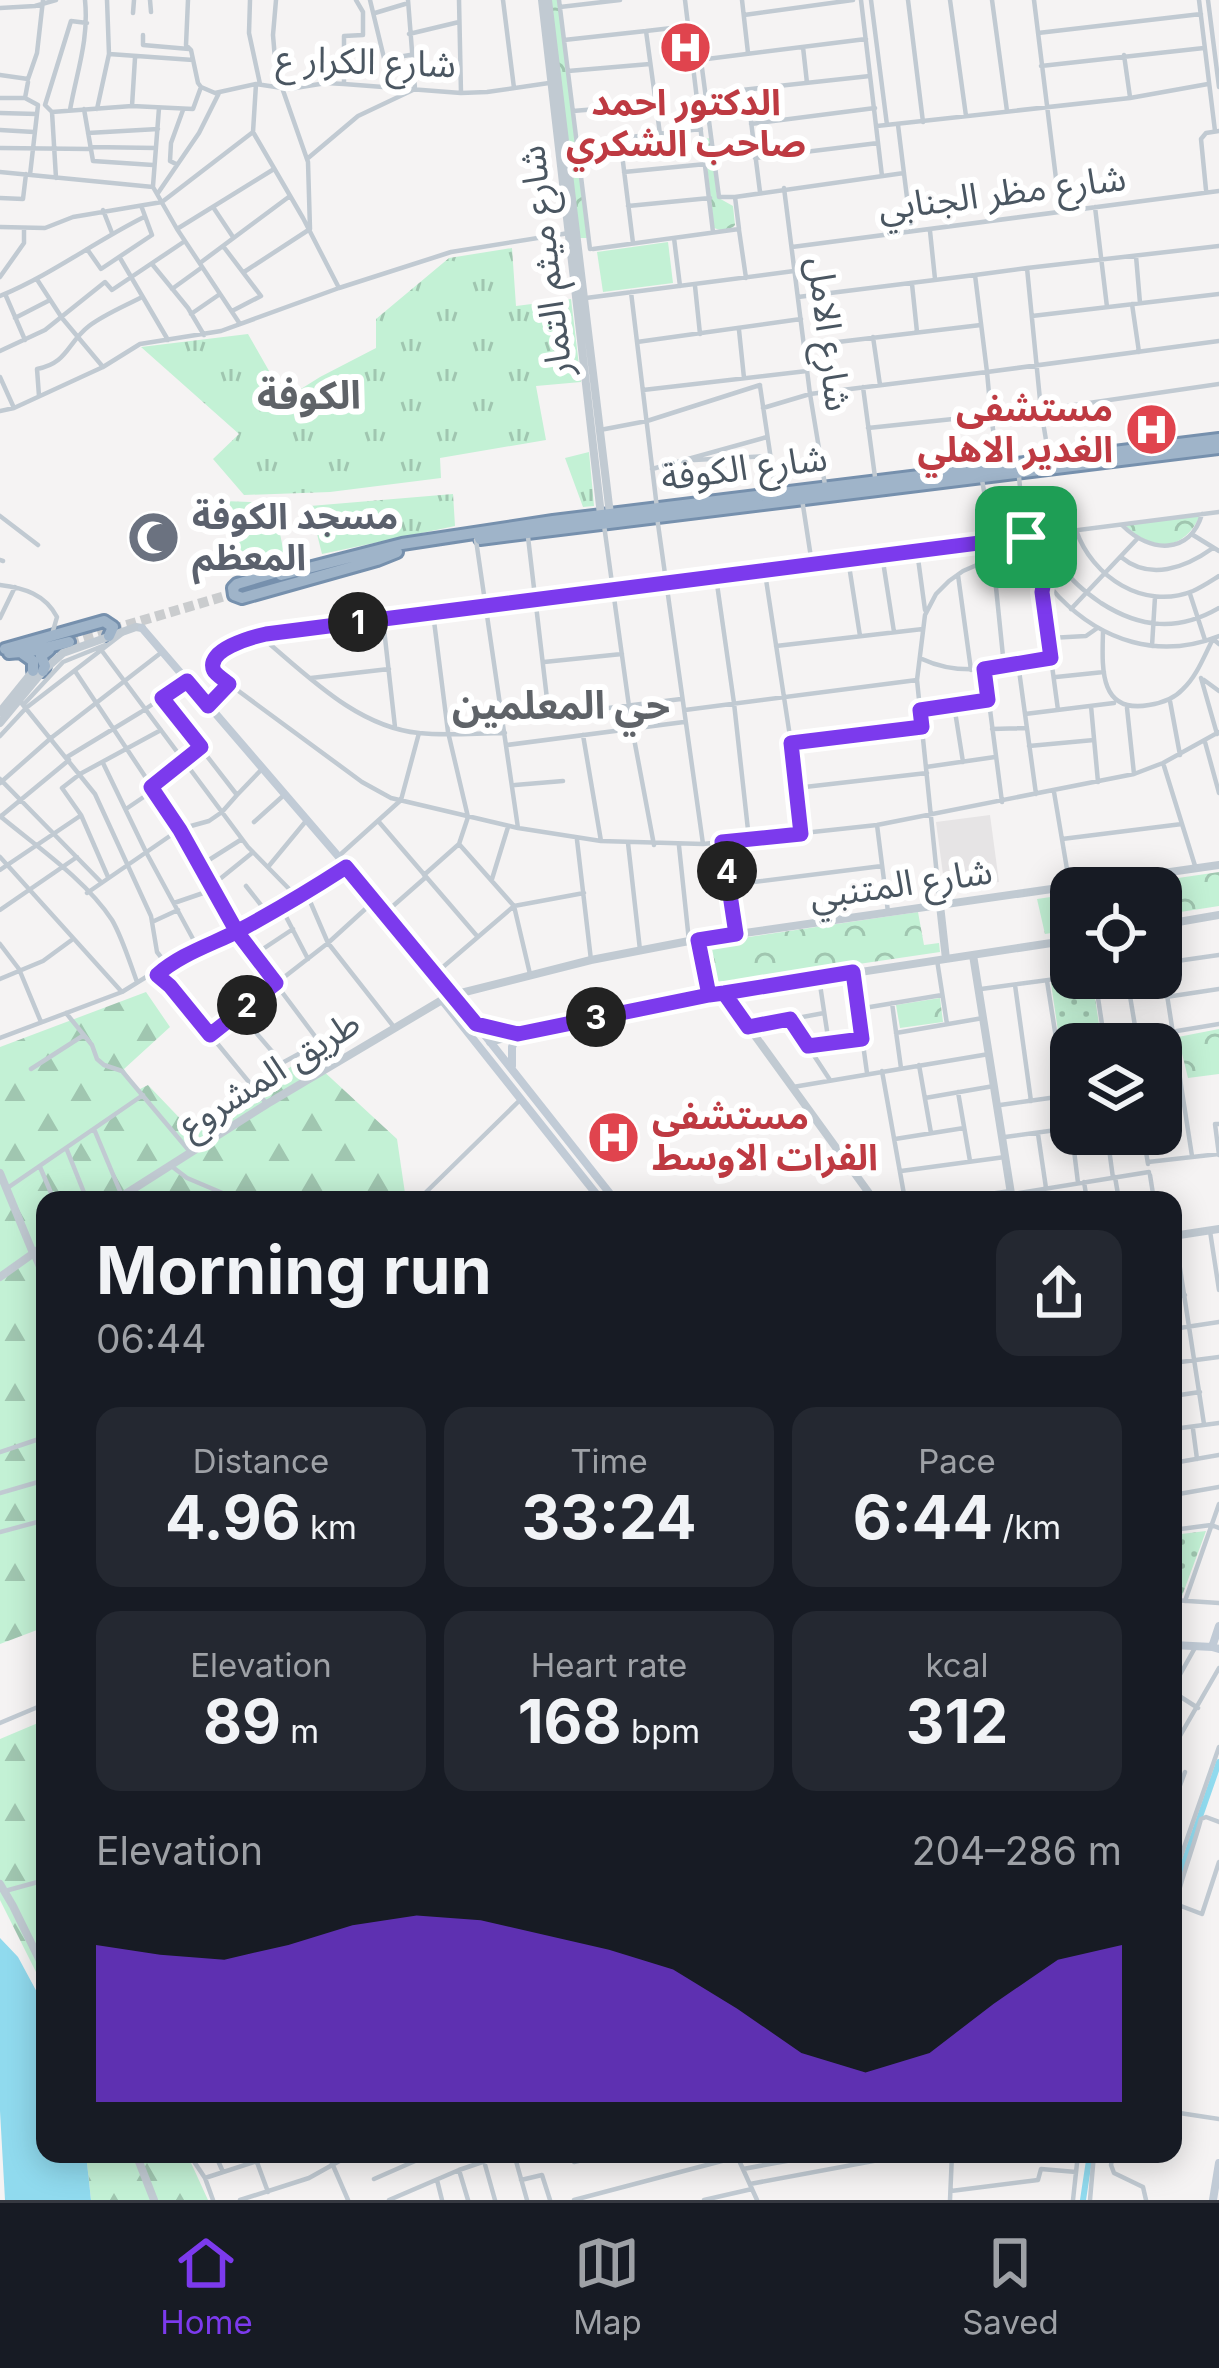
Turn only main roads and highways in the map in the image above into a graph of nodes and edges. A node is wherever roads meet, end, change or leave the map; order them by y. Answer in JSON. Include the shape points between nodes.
{"nodes":[{"id":1,"x":1219,"y":439,"type":"edge"},
{"id":2,"x":1169,"y":445,"type":"junction"},
{"id":3,"x":1219,"y":448,"type":"edge"},
{"id":4,"x":1131,"y":449,"type":"junction"},
{"id":5,"x":1155,"y":456,"type":"junction"},
{"id":6,"x":1120,"y":460,"type":"junction"},
{"id":7,"x":855,"y":487,"type":"junction"},
{"id":8,"x":832,"y":489,"type":"junction"},
{"id":9,"x":657,"y":512,"type":"junction"},
{"id":10,"x":554,"y":525,"type":"junction"},
{"id":11,"x":396,"y":549,"type":"junction"},
{"id":12,"x":282,"y":577,"type":"tunnel mouth"},
{"id":13,"x":142,"y":628,"type":"road end"},
{"id":14,"x":67,"y":640,"type":"junction"},
{"id":15,"x":110,"y":640,"type":"road end"},
{"id":16,"x":2,"y":650,"type":"edge"},
{"id":17,"x":20,"y":653,"type":"junction"},
{"id":18,"x":453,"y":995,"type":"junction"},
{"id":19,"x":476,"y":1024,"type":"junction"},
{"id":20,"x":513,"y":1072,"type":"junction"},
{"id":21,"x":594,"y":1191,"type":"edge"},
{"id":22,"x":608,"y":1191,"type":"edge"},
{"id":23,"x":1219,"y":1626,"type":"edge"},
{"id":24,"x":1182,"y":1645,"type":"edge"},
{"id":25,"x":1216,"y":1648,"type":"edge"},
{"id":26,"x":1219,"y":2163,"type":"edge"},
{"id":27,"x":1213,"y":2200,"type":"edge"}],
"edges":[{"from":1,"to":2,"type":"highway","name":"شارع الكوفة"},
{"from":2,"to":4,"type":"highway","name":"شارع الكوفة"},
{"from":2,"to":5,"type":"highway","via":[[1150,451]]},
{"from":3,"to":5,"type":"highway","name":"شارع الكوفة"},
{"from":4,"to":6,"type":"highway","via":[[1136,455]]},
{"from":4,"to":7,"type":"highway","name":"شارع الكوفة"},
{"from":5,"to":6,"type":"highway","name":"شارع الكوفة"},
{"from":6,"to":7,"type":"highway","name":"شارع الكوفة"},
{"from":7,"to":8,"type":"highway","name":"شارع الكوفة"},
{"from":8,"to":9,"type":"highway","name":"شارع الكوفة"},
{"from":8,"to":9,"type":"highway","name":"شارع الكوفة"},
{"from":9,"to":10,"type":"highway","name":"شارع الكوفة"},
{"from":10,"to":11,"type":"highway","name":"شارع الكوفة"},
{"from":10,"to":11,"type":"highway","name":"شارع الكوفة"},
{"from":11,"to":11,"type":"highway","via":[[316,561],[233,591],[242,598]]},
{"from":11,"to":12,"type":"highway","name":"شارع الكوفة"},
{"from":13,"to":18,"type":"main road"},
{"from":14,"to":16,"type":"highway"},
{"from":14,"to":17,"type":"highway"},
{"from":14,"to":17,"type":"highway","via":[[43,654],[38,671]]},
{"from":15,"to":16,"type":"highway","via":[[113,627],[104,621]]},
{"from":16,"to":17,"type":"highway"},
{"from":18,"to":19,"type":"main road"},
{"from":18,"to":21,"type":"main road","name":"طريق المشروع","via":[[442,1000]]},
{"from":19,"to":20,"type":"main road"},
{"from":19,"to":20,"type":"main road","via":[[518,1034]]},
{"from":20,"to":22,"type":"main road"},
{"from":23,"to":25,"type":"main road"},
{"from":24,"to":25,"type":"main road"},
{"from":26,"to":27,"type":"main road"}]}
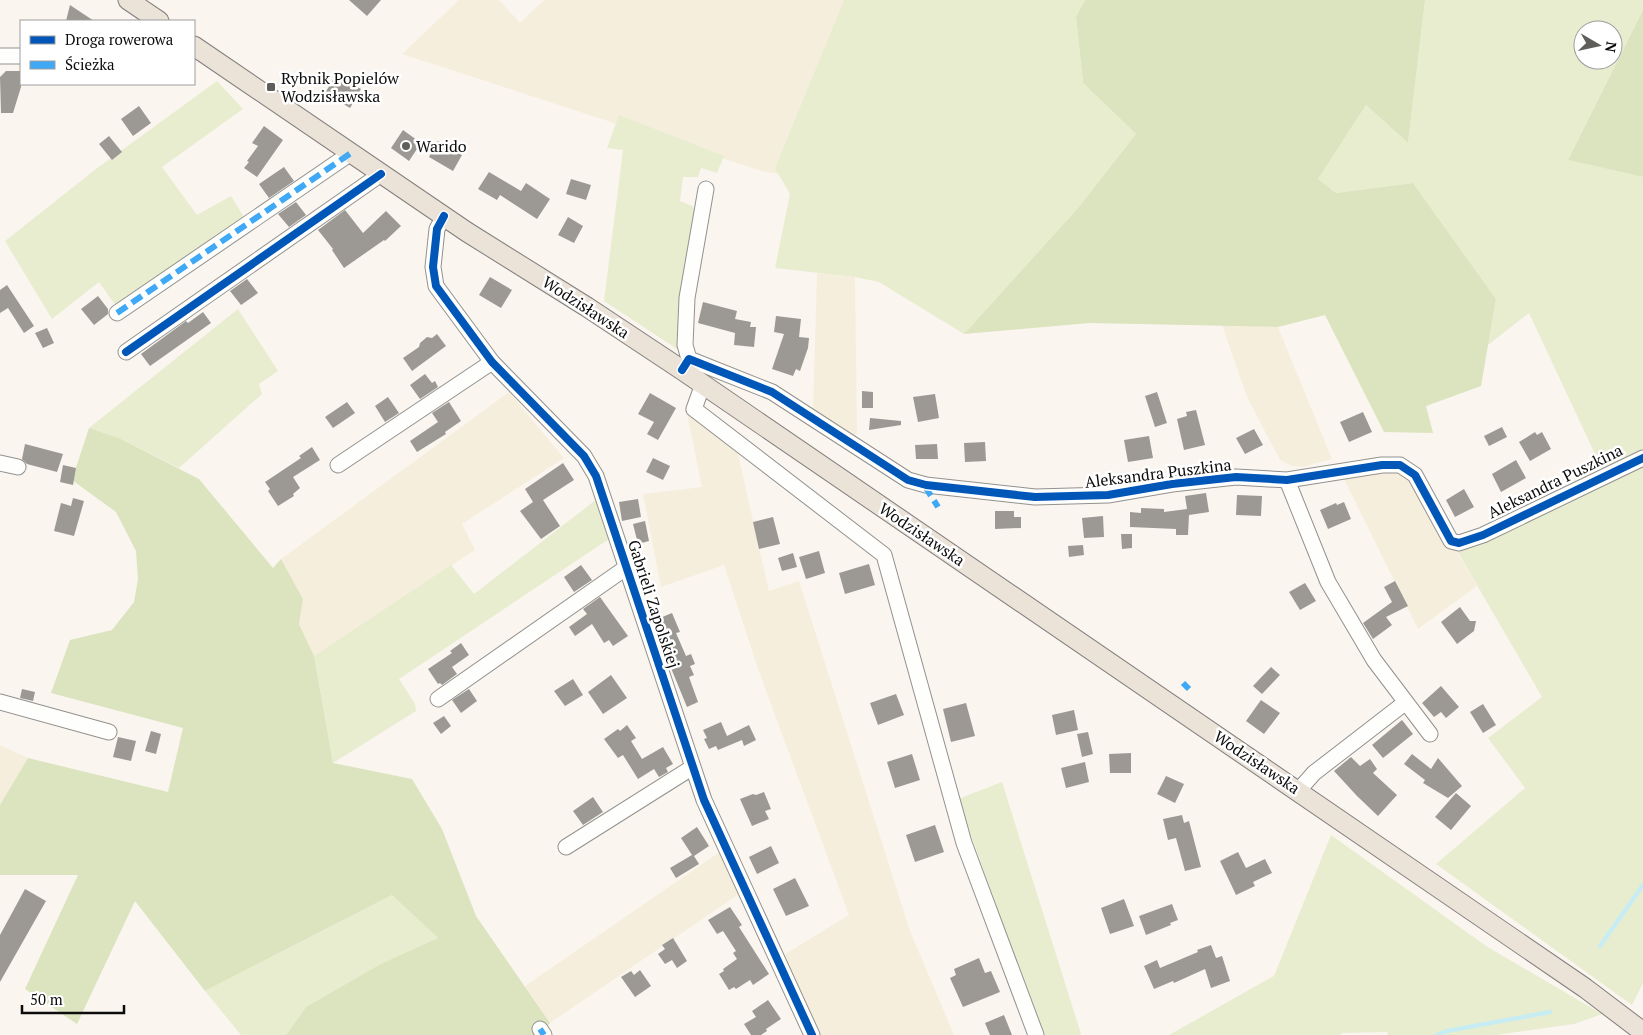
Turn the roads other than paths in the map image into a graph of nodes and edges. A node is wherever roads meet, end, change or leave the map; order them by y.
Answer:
1 (128, 0) edge
2 (157, 20) edge
3 (195, 47) edge
4 (0, 56) edge
5 (20, 56) edge
6 (351, 153) junction
7 (381, 174) junction
8 (706, 190) dead end
9 (444, 216) junction
10 (117, 313) dead end
11 (126, 352) dead end
12 (492, 362) junction
13 (685, 364) junction
14 (703, 384) junction
15 (1643, 458) edge
16 (0, 463) edge
17 (338, 465) dead end
18 (18, 467) dead end
19 (1287, 480) junction
20 (627, 567) junction
21 (438, 700) dead end
22 (0, 702) edge
23 (1406, 702) junction
24 (109, 732) dead end
25 (1430, 734) dead end
26 (693, 768) junction
27 (1298, 790) junction
28 (566, 847) dead end
29 (1643, 1032) edge
30 (812, 1035) edge
31 (1036, 1035) edge

1 - 2 main road
3 - 6 main road, Wodzisławska
4 - 5 street
6 - 7 main road, Wodzisławska
6 - 10 street
7 - 9 main road, Wodzisławska
7 - 11 street
8 - 13 street
9 - 12 street, Gabrieli Zapolskiej
9 - 13 main road, Wodzisławska
12 - 17 street
12 - 20 street, Gabrieli Zapolskiej
13 - 14 main road, Wodzisławska
13 - 19 street, Aleksandra Puszkina
14 - 27 main road, Wodzisławska
14 - 31 street
15 - 19 street, Aleksandra Puszkina
16 - 18 street
19 - 23 street
20 - 21 street
20 - 26 street, Gabrieli Zapolskiej
22 - 24 street
23 - 25 street
23 - 27 street
26 - 28 street
26 - 30 street, Gabrieli Zapolskiej
27 - 29 main road, Wodzisławska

+-------+

Go back to the records above and write them out exactly, without the pictures.

WRITTEN ANSWER:
Turn only main roads and highways in the map in the image above into a graph of nodes and edges. A node is wherever roads meet, end, change or leave the map; order them by y. Answer in JSON. Include the shape points between nodes.
{"nodes":[{"id":1,"x":1219,"y":439,"type":"edge"},
{"id":2,"x":1169,"y":445,"type":"junction"},
{"id":3,"x":1219,"y":448,"type":"edge"},
{"id":4,"x":1131,"y":449,"type":"junction"},
{"id":5,"x":1155,"y":456,"type":"junction"},
{"id":6,"x":1120,"y":460,"type":"junction"},
{"id":7,"x":855,"y":487,"type":"junction"},
{"id":8,"x":832,"y":489,"type":"junction"},
{"id":9,"x":657,"y":512,"type":"junction"},
{"id":10,"x":554,"y":525,"type":"junction"},
{"id":11,"x":396,"y":549,"type":"junction"},
{"id":12,"x":282,"y":577,"type":"tunnel mouth"},
{"id":13,"x":142,"y":628,"type":"road end"},
{"id":14,"x":67,"y":640,"type":"junction"},
{"id":15,"x":110,"y":640,"type":"road end"},
{"id":16,"x":2,"y":650,"type":"edge"},
{"id":17,"x":20,"y":653,"type":"junction"},
{"id":18,"x":453,"y":995,"type":"junction"},
{"id":19,"x":476,"y":1024,"type":"junction"},
{"id":20,"x":513,"y":1072,"type":"junction"},
{"id":21,"x":594,"y":1191,"type":"edge"},
{"id":22,"x":608,"y":1191,"type":"edge"},
{"id":23,"x":1219,"y":1626,"type":"edge"},
{"id":24,"x":1182,"y":1645,"type":"edge"},
{"id":25,"x":1216,"y":1648,"type":"edge"},
{"id":26,"x":1219,"y":2163,"type":"edge"},
{"id":27,"x":1213,"y":2200,"type":"edge"}],
"edges":[{"from":1,"to":2,"type":"highway","name":"شارع الكوفة"},
{"from":2,"to":4,"type":"highway","name":"شارع الكوفة"},
{"from":2,"to":5,"type":"highway","via":[[1150,451]]},
{"from":3,"to":5,"type":"highway","name":"شارع الكوفة"},
{"from":4,"to":6,"type":"highway","via":[[1136,455]]},
{"from":4,"to":7,"type":"highway","name":"شارع الكوفة"},
{"from":5,"to":6,"type":"highway","name":"شارع الكوفة"},
{"from":6,"to":7,"type":"highway","name":"شارع الكوفة"},
{"from":7,"to":8,"type":"highway","name":"شارع الكوفة"},
{"from":8,"to":9,"type":"highway","name":"شارع الكوفة"},
{"from":8,"to":9,"type":"highway","name":"شارع الكوفة"},
{"from":9,"to":10,"type":"highway","name":"شارع الكوفة"},
{"from":10,"to":11,"type":"highway","name":"شارع الكوفة"},
{"from":10,"to":11,"type":"highway","name":"شارع الكوفة"},
{"from":11,"to":11,"type":"highway","via":[[316,561],[233,591],[242,598]]},
{"from":11,"to":12,"type":"highway","name":"شارع الكوفة"},
{"from":13,"to":18,"type":"main road"},
{"from":14,"to":16,"type":"highway"},
{"from":14,"to":17,"type":"highway"},
{"from":14,"to":17,"type":"highway","via":[[43,654],[38,671]]},
{"from":15,"to":16,"type":"highway","via":[[113,627],[104,621]]},
{"from":16,"to":17,"type":"highway"},
{"from":18,"to":19,"type":"main road"},
{"from":18,"to":21,"type":"main road","name":"طريق المشروع","via":[[442,1000]]},
{"from":19,"to":20,"type":"main road"},
{"from":19,"to":20,"type":"main road","via":[[518,1034]]},
{"from":20,"to":22,"type":"main road"},
{"from":23,"to":25,"type":"main road"},
{"from":24,"to":25,"type":"main road"},
{"from":26,"to":27,"type":"main road"}]}
Turn the roads other than paths in the map image into a graph of nodes and edges. A node is wherever roads meet, end, change or leave the map; order them by y.
Answer:
1 (128, 0) edge
2 (157, 20) edge
3 (195, 47) edge
4 (0, 56) edge
5 (20, 56) edge
6 (351, 153) junction
7 (381, 174) junction
8 (706, 190) dead end
9 (444, 216) junction
10 (117, 313) dead end
11 (126, 352) dead end
12 (492, 362) junction
13 (685, 364) junction
14 (703, 384) junction
15 (1643, 458) edge
16 (0, 463) edge
17 (338, 465) dead end
18 (18, 467) dead end
19 (1287, 480) junction
20 (627, 567) junction
21 (438, 700) dead end
22 (0, 702) edge
23 (1406, 702) junction
24 (109, 732) dead end
25 (1430, 734) dead end
26 (693, 768) junction
27 (1298, 790) junction
28 (566, 847) dead end
29 (1643, 1032) edge
30 (812, 1035) edge
31 (1036, 1035) edge

1 - 2 main road
3 - 6 main road, Wodzisławska
4 - 5 street
6 - 7 main road, Wodzisławska
6 - 10 street
7 - 9 main road, Wodzisławska
7 - 11 street
8 - 13 street
9 - 12 street, Gabrieli Zapolskiej
9 - 13 main road, Wodzisławska
12 - 17 street
12 - 20 street, Gabrieli Zapolskiej
13 - 14 main road, Wodzisławska
13 - 19 street, Aleksandra Puszkina
14 - 27 main road, Wodzisławska
14 - 31 street
15 - 19 street, Aleksandra Puszkina
16 - 18 street
19 - 23 street
20 - 21 street
20 - 26 street, Gabrieli Zapolskiej
22 - 24 street
23 - 25 street
23 - 27 street
26 - 28 street
26 - 30 street, Gabrieli Zapolskiej
27 - 29 main road, Wodzisławska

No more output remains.